Las Cruces, NM
Old Mesilla Events   Things To Do Real Estate
 HOME  

Chiva Town - Mesquite Historic District, Las Cruces, NM

BUSINESS DIRECTORY
 

Chiva Town: A Nearly Forgotten Part of the Mesquite Historic District

The spring of 2011 brought on the reminiscent of Chiva Town. The City of Las Cruces employed a herd of goats, owned by Jake Perrault, to clean the retention pond south of the Munson Center and that brought on the talk! My neighbor, Margaret Rodriquez, tells about her family buying goat milk every weekend from Doña Paz who would drive around the Mesquite Neighborhood in a carriage pulled by a horse selling cheese, butter and milk. The Paz’s were well known for giving dances every weekend at their house which Margaret was forbidden to attend as her parents did not believe in dancing.

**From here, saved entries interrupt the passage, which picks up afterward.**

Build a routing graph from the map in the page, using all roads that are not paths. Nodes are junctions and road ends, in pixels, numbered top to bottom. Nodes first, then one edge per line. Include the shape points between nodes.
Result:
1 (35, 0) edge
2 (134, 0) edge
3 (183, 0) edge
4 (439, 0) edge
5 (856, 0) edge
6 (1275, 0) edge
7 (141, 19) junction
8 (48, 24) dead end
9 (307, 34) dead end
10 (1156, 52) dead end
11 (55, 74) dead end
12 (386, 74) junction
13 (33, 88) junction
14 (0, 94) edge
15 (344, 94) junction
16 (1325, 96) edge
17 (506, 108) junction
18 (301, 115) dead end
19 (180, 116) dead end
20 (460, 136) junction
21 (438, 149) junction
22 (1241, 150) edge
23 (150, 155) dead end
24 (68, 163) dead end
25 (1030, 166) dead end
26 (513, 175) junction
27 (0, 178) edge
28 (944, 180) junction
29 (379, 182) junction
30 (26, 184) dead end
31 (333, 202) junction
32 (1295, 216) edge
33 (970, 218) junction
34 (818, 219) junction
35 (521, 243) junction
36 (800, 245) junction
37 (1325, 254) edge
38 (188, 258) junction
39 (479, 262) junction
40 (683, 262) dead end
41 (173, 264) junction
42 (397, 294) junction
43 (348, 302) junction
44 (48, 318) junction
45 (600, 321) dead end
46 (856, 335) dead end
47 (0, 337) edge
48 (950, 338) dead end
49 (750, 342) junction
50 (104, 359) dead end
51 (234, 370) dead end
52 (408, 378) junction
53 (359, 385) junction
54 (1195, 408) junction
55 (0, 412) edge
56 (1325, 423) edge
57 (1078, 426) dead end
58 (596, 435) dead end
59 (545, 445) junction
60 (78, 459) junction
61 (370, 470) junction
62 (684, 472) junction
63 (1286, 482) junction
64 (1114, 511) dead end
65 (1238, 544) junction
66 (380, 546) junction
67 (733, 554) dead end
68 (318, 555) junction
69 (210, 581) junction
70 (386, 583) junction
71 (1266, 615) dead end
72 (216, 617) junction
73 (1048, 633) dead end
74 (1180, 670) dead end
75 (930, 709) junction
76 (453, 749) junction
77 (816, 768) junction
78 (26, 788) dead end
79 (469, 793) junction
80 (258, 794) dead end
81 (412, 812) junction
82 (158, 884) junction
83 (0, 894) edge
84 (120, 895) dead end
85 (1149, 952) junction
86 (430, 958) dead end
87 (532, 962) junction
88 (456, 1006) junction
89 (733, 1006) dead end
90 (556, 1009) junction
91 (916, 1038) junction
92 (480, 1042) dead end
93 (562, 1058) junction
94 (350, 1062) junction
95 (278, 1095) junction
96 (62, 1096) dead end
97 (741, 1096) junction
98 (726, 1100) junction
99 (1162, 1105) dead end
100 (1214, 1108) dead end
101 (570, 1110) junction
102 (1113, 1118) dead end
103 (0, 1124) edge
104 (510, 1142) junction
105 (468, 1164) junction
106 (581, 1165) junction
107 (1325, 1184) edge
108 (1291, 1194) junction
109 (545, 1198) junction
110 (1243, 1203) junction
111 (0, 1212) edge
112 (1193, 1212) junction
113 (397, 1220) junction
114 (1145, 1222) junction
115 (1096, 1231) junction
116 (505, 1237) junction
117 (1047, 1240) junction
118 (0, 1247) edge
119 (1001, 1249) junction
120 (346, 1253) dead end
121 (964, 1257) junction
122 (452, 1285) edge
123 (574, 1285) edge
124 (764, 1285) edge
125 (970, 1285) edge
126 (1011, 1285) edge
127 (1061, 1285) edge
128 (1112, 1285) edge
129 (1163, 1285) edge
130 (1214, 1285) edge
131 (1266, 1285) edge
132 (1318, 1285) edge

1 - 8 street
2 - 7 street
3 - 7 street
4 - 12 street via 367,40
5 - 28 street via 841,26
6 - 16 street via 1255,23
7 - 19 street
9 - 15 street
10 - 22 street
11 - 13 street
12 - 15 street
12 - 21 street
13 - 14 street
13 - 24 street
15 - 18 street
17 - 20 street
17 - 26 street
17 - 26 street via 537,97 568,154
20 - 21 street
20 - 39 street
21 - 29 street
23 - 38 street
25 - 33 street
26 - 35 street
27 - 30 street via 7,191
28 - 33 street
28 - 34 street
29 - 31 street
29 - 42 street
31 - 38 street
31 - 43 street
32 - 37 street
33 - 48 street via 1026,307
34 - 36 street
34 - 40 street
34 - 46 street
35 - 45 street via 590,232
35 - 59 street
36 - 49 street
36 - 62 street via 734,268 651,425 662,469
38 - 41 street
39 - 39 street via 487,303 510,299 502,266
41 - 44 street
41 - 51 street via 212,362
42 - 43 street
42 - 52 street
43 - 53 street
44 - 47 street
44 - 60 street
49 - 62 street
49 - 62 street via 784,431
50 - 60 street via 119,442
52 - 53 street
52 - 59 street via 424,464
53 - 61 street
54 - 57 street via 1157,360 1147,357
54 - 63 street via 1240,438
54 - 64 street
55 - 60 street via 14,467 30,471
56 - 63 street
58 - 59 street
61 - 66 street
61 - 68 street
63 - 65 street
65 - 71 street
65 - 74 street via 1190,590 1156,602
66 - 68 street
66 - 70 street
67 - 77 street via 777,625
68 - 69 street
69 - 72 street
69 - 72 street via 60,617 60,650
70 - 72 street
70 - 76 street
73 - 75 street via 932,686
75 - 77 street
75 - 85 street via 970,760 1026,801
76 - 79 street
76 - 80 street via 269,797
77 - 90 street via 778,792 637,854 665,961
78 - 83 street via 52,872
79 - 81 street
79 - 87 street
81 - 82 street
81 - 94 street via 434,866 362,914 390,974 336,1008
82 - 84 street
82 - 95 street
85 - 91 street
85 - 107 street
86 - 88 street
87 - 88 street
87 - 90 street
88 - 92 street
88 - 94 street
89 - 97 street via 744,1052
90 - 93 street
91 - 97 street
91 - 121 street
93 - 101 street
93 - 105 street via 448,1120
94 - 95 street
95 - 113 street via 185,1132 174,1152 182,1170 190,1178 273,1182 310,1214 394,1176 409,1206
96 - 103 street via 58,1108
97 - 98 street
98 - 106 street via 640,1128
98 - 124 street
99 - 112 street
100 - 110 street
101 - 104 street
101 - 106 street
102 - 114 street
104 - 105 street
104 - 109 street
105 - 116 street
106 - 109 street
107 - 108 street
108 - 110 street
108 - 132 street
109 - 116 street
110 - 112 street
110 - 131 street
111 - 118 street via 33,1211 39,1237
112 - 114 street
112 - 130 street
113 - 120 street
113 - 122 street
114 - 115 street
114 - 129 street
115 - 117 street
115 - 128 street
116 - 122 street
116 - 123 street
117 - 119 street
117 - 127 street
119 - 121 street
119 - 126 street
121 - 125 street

Goats (chiva in Spanish) were brought to Las Cruces in the 1880’s by the grandfather of Arturo O. Peña. By 1907 there were thousands of goats in Doña Ana County and by the 1920s the area south of town along the Las Cruces Arroyo was known as Chiva Town or sometimes Goat Hill. The borders were pretty loosely defined but generally Chiva Town lay between the arroyo on the north, Solano Drive on the east, Idaho Avenue on the south and Campo Street on the west. In Rita Kasch Chegin's book "Survivors: Women of the Southwest", Las Crucen Elsie Chavez Chilton recalls Chiva Town during the 1930s and 40s. According to Elsie, "Chiva Town was several acres located up on the high place that is now Solano, all that area. The goats and the herders lived there in very, very small huts - makeshift places. They would milk the goats, sell the milk and cheese and butcher some of the goats. They would come down to the lower part of town to sell it."

In 1972 vacant lots and unpaved streets abounded in Chiva Town. A zoning request by city native Sylvester Hernandez was approved leading to development of the area. The city's flood control projects tamed the old Las Cruces Arroyo, Valley View Park was built along the old path of the arroyo, the Munson Senior Center and public housing projects were constructed and Chiva Town and its goats were all but forgotten.

Chiva Town in Las Cruces 1907

Goat herders pictured in Las Cruces in 1907, possibly in the area that became Chiva Town. At that time, there were thousands of goats herded in Doña Ana County. (Photo courtesy of NMSU Library and Special Collections and copied from the article Midtown: Remembering Chiva Town - When goats kept south Las Cruces clean, by Christopher Schurtz / For My Las Cruces Posted:03/22/2011 01:00:00 AM MDT)

Chiva Town in Las Cruces 1972

What remained of Chiva Town in 1972. With few goats left, the area became overgrown with weeds. The city began rezoning and developing this area in the 1970s. (Photo courtesy of NMSU Library and Special Collections and copied from the article Midtown: Remembering Chiva Town - When goats kept south Las Cruces clean, by Christopher Schurtz / For My Las Cruces Posted:03/22/2011 01:00:00 AM MDT)

Goats cleaning the retention pond in Las Cruces 2011

Goats cleaning the retention pond south of the Munson Center. City marker of Chiva Town and Doña Paz at the corner of Utah and Mesquite streets.

Story and photos courtesy: Faith Hutson

Click Here for the
Las Cruces Business Directory

About Las Cruces  Privacy Policy  |  Site Usage Agreement  Contact Us  Advertise With Us

© Copyright 2023 MeetLasCruces.com - All Rights Reserved Worldwide.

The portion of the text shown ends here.